## What to do
Using the data below, tally the lines that include the string "Tetteh". Only the number is wanted.

## Data for this exercise

= = = = = = =

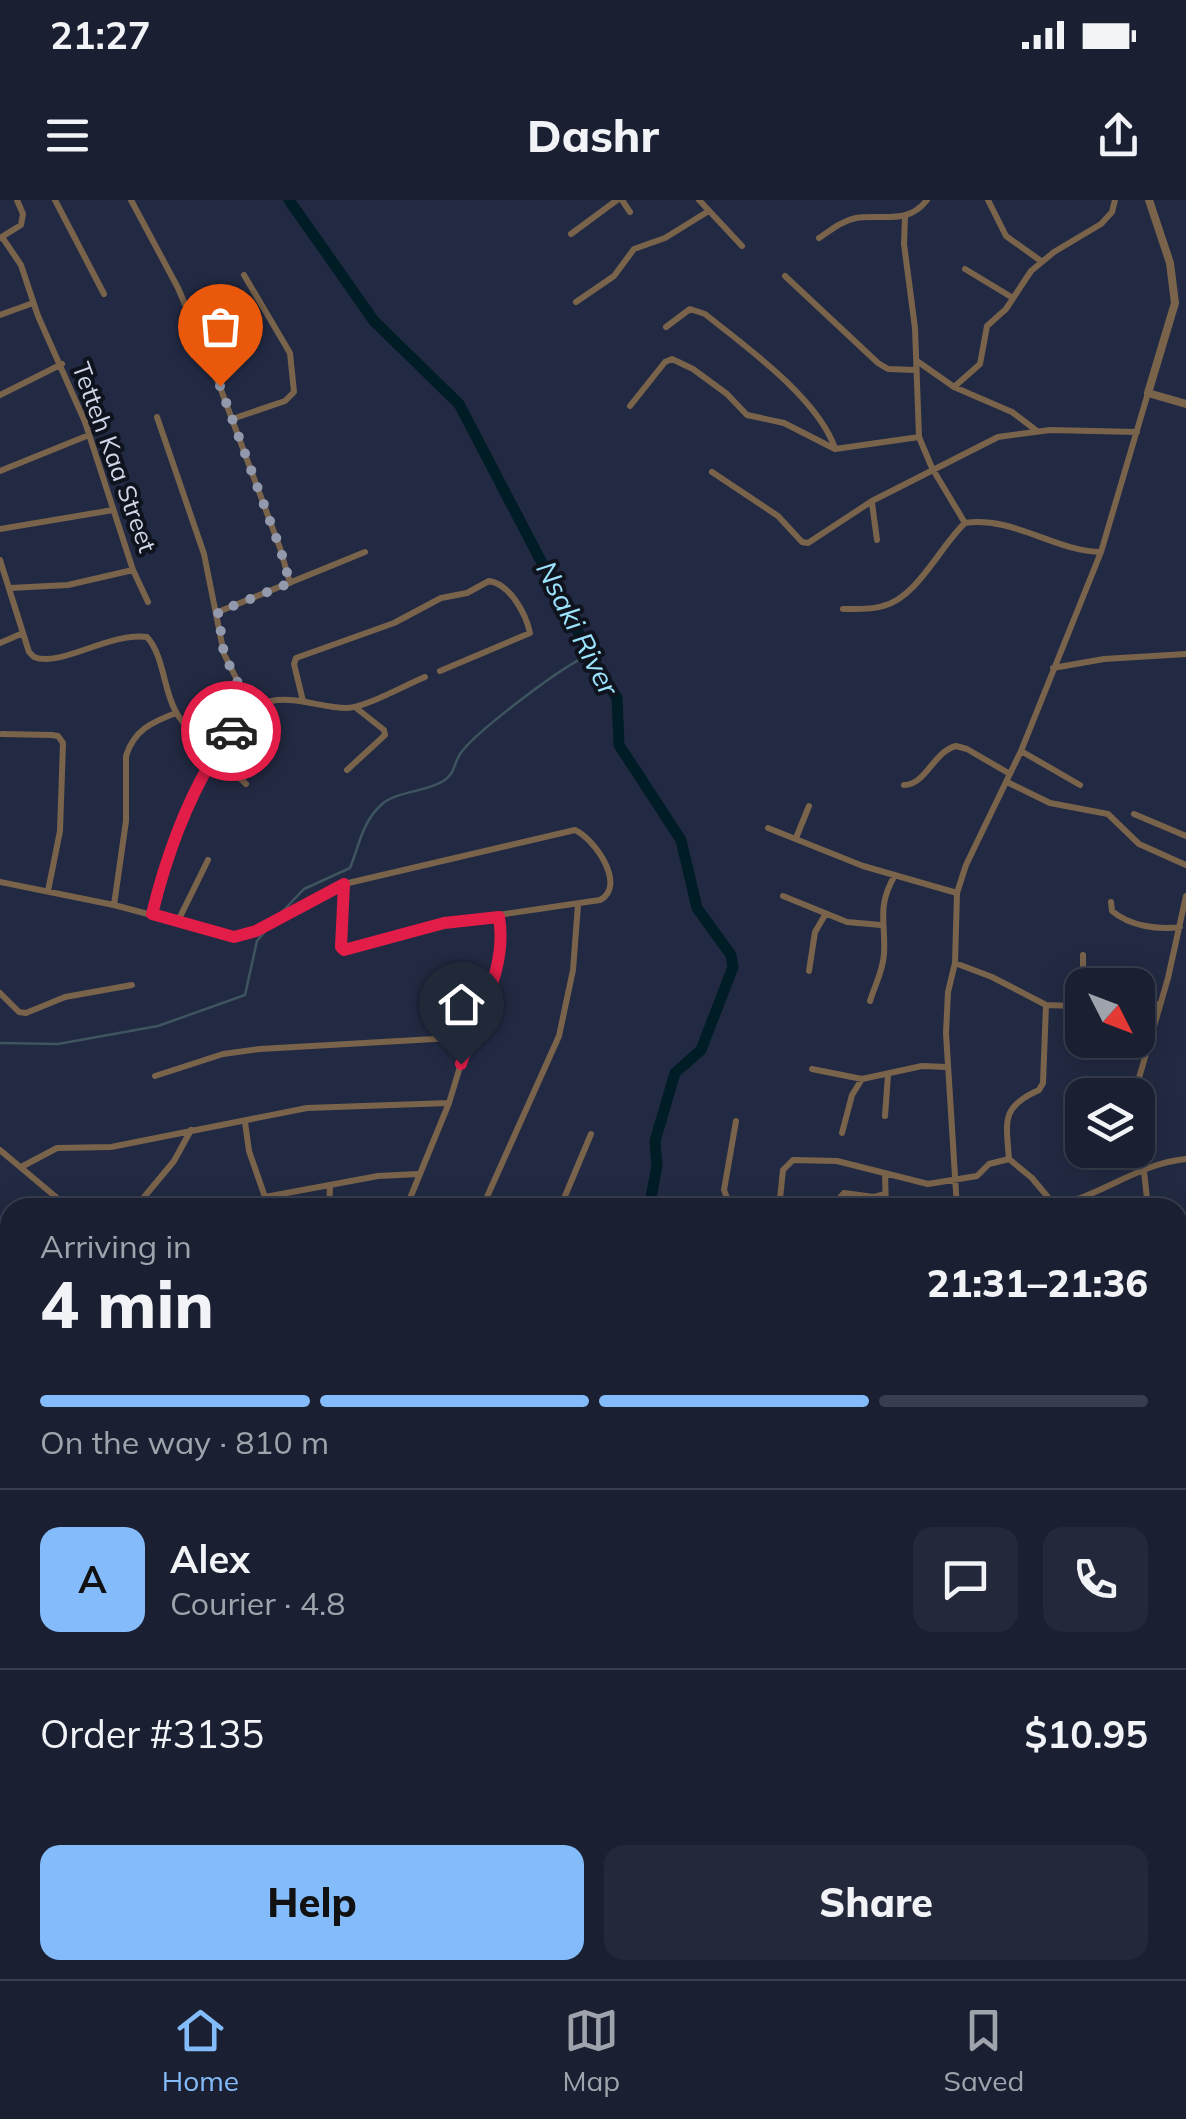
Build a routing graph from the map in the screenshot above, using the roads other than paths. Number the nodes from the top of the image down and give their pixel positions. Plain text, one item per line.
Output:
1 (17, 200) edge
2 (55, 200) edge
3 (131, 200) edge
4 (620, 200) edge
5 (700, 200) edge
6 (926, 200) edge
7 (988, 200) edge
8 (1116, 200) edge
9 (1149, 200) edge
10 (630, 212) dead end
11 (707, 212) junction
12 (905, 217) junction
13 (572, 234) dead end
14 (1, 237) edge
15 (819, 238) dead end
16 (742, 246) dead end
17 (1042, 261) junction
18 (966, 270) dead end
19 (244, 275) dead end
20 (785, 276) dead end
21 (104, 294) dead end
22 (1012, 298) junction
23 (1186, 300) edge
24 (576, 302) dead end
25 (33, 303) junction
26 (1175, 303) junction
27 (0, 315) edge
28 (666, 327) dead end
29 (916, 360) junction
30 (62, 364) junction
31 (915, 370) junction
32 (954, 386) junction
33 (1148, 393) junction
34 (0, 395) edge
35 (1186, 404) edge
36 (630, 406) dead end
37 (158, 417) dead end
38 (232, 419) junction
39 (1037, 431) junction
40 (1138, 432) junction
41 (89, 436) junction
42 (919, 437) junction
43 (835, 449) junction
44 (932, 468) junction
45 (0, 470) edge
46 (712, 472) dead end
47 (872, 502) junction
48 (113, 510) junction
49 (965, 523) junction
50 (0, 530) edge
51 (877, 540) dead end
52 (366, 552) dead end
53 (1101, 552) junction
54 (0, 560) edge
55 (2, 570) edge
56 (134, 570) junction
57 (290, 583) junction
58 (10, 588) junction
59 (148, 602) dead end
60 (843, 609) dead end
61 (218, 612) junction
62 (23, 633) junction
63 (0, 642) edge
64 (1186, 654) edge
65 (1052, 668) junction
66 (440, 670) dead end
67 (425, 677) dead end
68 (303, 701) junction
69 (356, 706) junction
70 (250, 708) junction
71 (176, 712) junction
72 (2, 734) edge
73 (1021, 752) junction
74 (216, 754) junction
75 (347, 770) dead end
76 (1008, 778) junction
77 (246, 784) dead end
78 (904, 785) dead end
79 (1080, 785) dead end
80 (809, 806) dead end
81 (1134, 814) dead end
82 (768, 828) dead end
83 (1186, 836) edge
84 (796, 838) junction
85 (208, 860) dead end
86 (1186, 865) edge
87 (895, 875) junction
88 (0, 882) edge
89 (344, 884) junction
90 (48, 891) junction
91 (957, 893) junction
92 (782, 896) dead end
93 (1186, 896) edge
94 (1111, 902) dead end
95 (114, 905) junction
96 (578, 905) junction
97 (152, 914) junction
98 (826, 914) junction
99 (499, 917) junction
100 (177, 922) junction
101 (880, 925) junction
102 (1180, 927) junction
103 (1083, 955) dead end
104 (955, 963) junction
105 (1083, 968) edge
106 (809, 971) dead end
107 (132, 985) dead end
108 (0, 993) edge
109 (870, 1000) dead end
110 (1155, 1004) edge
111 (1046, 1005) junction
112 (1160, 1005) junction
113 (1065, 1006) edge
114 (470, 1037) junction
115 (947, 1067) junction
116 (812, 1069) dead end
117 (888, 1075) junction
118 (154, 1076) dead end
119 (862, 1078) junction
120 (449, 1103) junction
121 (885, 1116) dead end
122 (736, 1120) dead end
123 (245, 1122) junction
124 (192, 1129) junction
125 (842, 1133) dead end
126 (591, 1134) dead end
127 (0, 1150) edge
128 (1009, 1159) junction
129 (1186, 1159) edge
130 (23, 1166) junction
131 (1144, 1171) junction
132 (418, 1174) junction
133 (885, 1174) junction
134 (954, 1180) junction
135 (330, 1187) junction
136 (885, 1194) junction
137 (58, 1198) edge
138 (143, 1198) edge
139 (264, 1198) joint
140 (329, 1198) edge
141 (410, 1198) edge
142 (486, 1198) edge
143 (564, 1198) edge
144 (728, 1198) edge
145 (780, 1198) edge
146 (840, 1198) edge
147 (885, 1198) edge
148 (956, 1198) edge
149 (1049, 1198) edge
150 (1083, 1198) edge
151 (1147, 1198) edge

1 - 14 street
2 - 21 street
3 - 38 street
4 - 10 street
4 - 13 street
5 - 11 street
6 - 12 street
7 - 17 street
8 - 17 street
9 - 26 street
11 - 16 street
11 - 24 street
12 - 15 street
12 - 29 street
14 - 25 street, Tetteh Kaa Street
17 - 22 street
18 - 22 street
19 - 38 street
20 - 31 street
22 - 32 street
23 - 26 street
25 - 27 street
25 - 30 street, Tetteh Kaa Street
26 - 33 street
28 - 43 street
29 - 31 street
29 - 32 street
30 - 34 street
30 - 41 street, Tetteh Kaa Street
31 - 42 street
32 - 39 street
33 - 35 street
33 - 40 street
36 - 43 street
37 - 61 street
38 - 57 street
39 - 40 street
39 - 44 street
40 - 53 street
41 - 45 street
41 - 48 street, Tetteh Kaa Street
42 - 43 street
42 - 44 street
44 - 47 street
44 - 49 street
46 - 47 street
47 - 51 street
48 - 50 street
48 - 56 street, Tetteh Kaa Street
49 - 53 street
49 - 60 street
52 - 57 street
53 - 65 street
54 - 55 street
55 - 58 street
56 - 58 street
56 - 59 street, Tetteh Kaa Street
57 - 61 street
58 - 62 street
61 - 70 street
62 - 63 street
62 - 71 street
64 - 65 street
65 - 73 street
66 - 68 street
67 - 69 street
68 - 69 street
68 - 70 street
69 - 75 street
70 - 74 street
71 - 74 street
71 - 95 street
72 - 90 street
73 - 76 street
73 - 79 street
74 - 77 street
74 - 97 street
76 - 78 street
76 - 86 street
76 - 91 street
80 - 84 street
81 - 83 street
82 - 84 street
84 - 87 street
85 - 100 street
87 - 91 street
87 - 101 street
88 - 90 street
89 - 96 street
89 - 99 street
89 - 100 street
90 - 95 street
91 - 104 street
92 - 98 street
93 - 102 street
94 - 102 street
95 - 97 street
96 - 99 street
96 - 142 street
97 - 100 street
98 - 101 street
98 - 106 street
99 - 114 street
101 - 109 street
102 - 112 street
103 - 105 street
104 - 111 street
104 - 115 street
107 - 108 street
110 - 112 street
111 - 113 street
111 - 128 street
112 - 131 street
114 - 118 street
114 - 120 street
115 - 117 street
115 - 134 street
116 - 119 street
117 - 119 street
117 - 121 street
119 - 125 street
120 - 123 street
120 - 132 street
122 - 144 street
123 - 124 street
123 - 139 street
124 - 130 street
124 - 138 street
126 - 143 street
127 - 130 street
128 - 134 street
128 - 149 street
129 - 131 street
130 - 137 street
131 - 150 street
131 - 151 street
132 - 135 street
132 - 141 street
133 - 134 street
133 - 136 street
133 - 145 street
134 - 148 street
135 - 139 street
135 - 140 street
136 - 146 street
136 - 147 street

= = = = = = =

## Task response
6